Trade wars benefit no one and must be solved by negotiation rather than tit-for-tat tariffs, Australia's Prime Minister said on Saturday (Nov 17) ahead of an Apec summit likely to be dominated by US-China trade tensions.
Trudeau's office said China agreed with Canada about the need for reforms to the World Trade Organization - a group Trump dislikes - when the prime minister met Chinese Premier Li Keqiang on Wednesday in Singapore.
The anti-protectionism sentiment was also echoed by the Chinese president, Xi Jinping.
United States Vice-President Mike Pence told a gathering of business leaders at the Asia Pacific Economic Co-operation summit that there would be no backing down from tariffs until China changed its ways.

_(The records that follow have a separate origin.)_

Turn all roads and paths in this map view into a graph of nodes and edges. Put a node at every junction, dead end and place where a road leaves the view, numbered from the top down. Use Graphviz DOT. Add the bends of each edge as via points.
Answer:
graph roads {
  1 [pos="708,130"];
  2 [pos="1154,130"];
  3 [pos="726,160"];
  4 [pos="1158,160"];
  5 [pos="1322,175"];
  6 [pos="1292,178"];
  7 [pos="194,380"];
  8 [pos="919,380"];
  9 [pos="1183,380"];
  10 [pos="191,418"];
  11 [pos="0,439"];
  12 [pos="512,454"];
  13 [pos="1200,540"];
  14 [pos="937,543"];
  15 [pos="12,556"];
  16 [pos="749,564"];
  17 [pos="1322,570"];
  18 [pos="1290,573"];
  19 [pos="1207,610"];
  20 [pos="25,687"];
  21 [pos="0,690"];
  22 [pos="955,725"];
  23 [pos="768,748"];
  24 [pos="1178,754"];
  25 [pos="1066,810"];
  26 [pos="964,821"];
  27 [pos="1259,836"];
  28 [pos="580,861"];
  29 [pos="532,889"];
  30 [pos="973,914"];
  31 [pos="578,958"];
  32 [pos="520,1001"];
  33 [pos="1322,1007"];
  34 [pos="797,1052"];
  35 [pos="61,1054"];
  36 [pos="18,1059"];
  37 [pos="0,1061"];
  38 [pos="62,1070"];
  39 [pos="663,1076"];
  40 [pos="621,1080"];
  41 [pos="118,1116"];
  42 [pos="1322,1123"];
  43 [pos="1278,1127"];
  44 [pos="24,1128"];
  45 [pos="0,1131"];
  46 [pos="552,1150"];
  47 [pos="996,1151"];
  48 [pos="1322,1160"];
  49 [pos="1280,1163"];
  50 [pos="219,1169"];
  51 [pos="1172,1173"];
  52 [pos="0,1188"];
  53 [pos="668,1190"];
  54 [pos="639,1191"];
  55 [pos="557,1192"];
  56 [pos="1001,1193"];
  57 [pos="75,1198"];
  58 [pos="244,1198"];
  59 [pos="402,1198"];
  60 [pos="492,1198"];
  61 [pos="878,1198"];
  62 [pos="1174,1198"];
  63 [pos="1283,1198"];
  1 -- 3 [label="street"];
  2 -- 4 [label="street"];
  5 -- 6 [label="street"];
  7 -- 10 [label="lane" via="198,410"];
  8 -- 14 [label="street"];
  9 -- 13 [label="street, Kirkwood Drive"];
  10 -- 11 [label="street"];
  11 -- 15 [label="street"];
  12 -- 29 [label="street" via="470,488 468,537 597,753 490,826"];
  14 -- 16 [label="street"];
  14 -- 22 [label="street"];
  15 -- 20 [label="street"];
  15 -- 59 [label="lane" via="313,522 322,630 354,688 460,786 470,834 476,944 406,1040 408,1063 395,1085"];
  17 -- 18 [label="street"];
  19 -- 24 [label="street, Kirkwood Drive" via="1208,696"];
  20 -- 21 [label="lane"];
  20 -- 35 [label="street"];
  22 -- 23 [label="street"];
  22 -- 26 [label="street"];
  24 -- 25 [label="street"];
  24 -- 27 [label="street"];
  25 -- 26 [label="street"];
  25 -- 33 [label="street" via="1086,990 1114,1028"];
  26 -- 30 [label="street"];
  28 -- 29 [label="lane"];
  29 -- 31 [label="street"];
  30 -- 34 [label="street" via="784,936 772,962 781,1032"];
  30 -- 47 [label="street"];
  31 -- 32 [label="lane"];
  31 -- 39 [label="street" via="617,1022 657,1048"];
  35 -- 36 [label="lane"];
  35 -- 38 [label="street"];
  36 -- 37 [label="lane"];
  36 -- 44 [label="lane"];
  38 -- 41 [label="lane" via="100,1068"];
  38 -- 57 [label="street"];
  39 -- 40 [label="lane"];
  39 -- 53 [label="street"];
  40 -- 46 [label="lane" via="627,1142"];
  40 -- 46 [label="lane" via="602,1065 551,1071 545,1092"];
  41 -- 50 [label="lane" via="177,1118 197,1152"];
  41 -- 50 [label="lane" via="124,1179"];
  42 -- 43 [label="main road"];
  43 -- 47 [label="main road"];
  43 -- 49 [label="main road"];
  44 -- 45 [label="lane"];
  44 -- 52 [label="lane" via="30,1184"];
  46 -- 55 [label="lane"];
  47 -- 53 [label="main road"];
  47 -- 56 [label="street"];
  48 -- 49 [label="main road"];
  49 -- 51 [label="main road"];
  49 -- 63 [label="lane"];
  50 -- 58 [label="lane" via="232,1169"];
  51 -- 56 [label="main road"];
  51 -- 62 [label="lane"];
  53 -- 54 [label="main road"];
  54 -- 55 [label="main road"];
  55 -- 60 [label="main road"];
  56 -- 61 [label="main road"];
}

Speaking through a translator, Abe said he is ready to work with Trudeau "to expand this trade area which will have the free and fair rules" and forge a closer relationship "to address various global challenges".
There are no plans at the moment for Prime Minister Justin Trudeau to have a one-on-one meeting with Xi, though he could bump into his Chinese counterpart in the hallways of the busy summit.
But at an Asia Pacific Economic Cooperation meeting in Port Moresby on Sunday, Morrison played down suggestions relations in the Pacific were fractured.
Papa Francisco: "El grito de los pobres es cada día menos escuchado"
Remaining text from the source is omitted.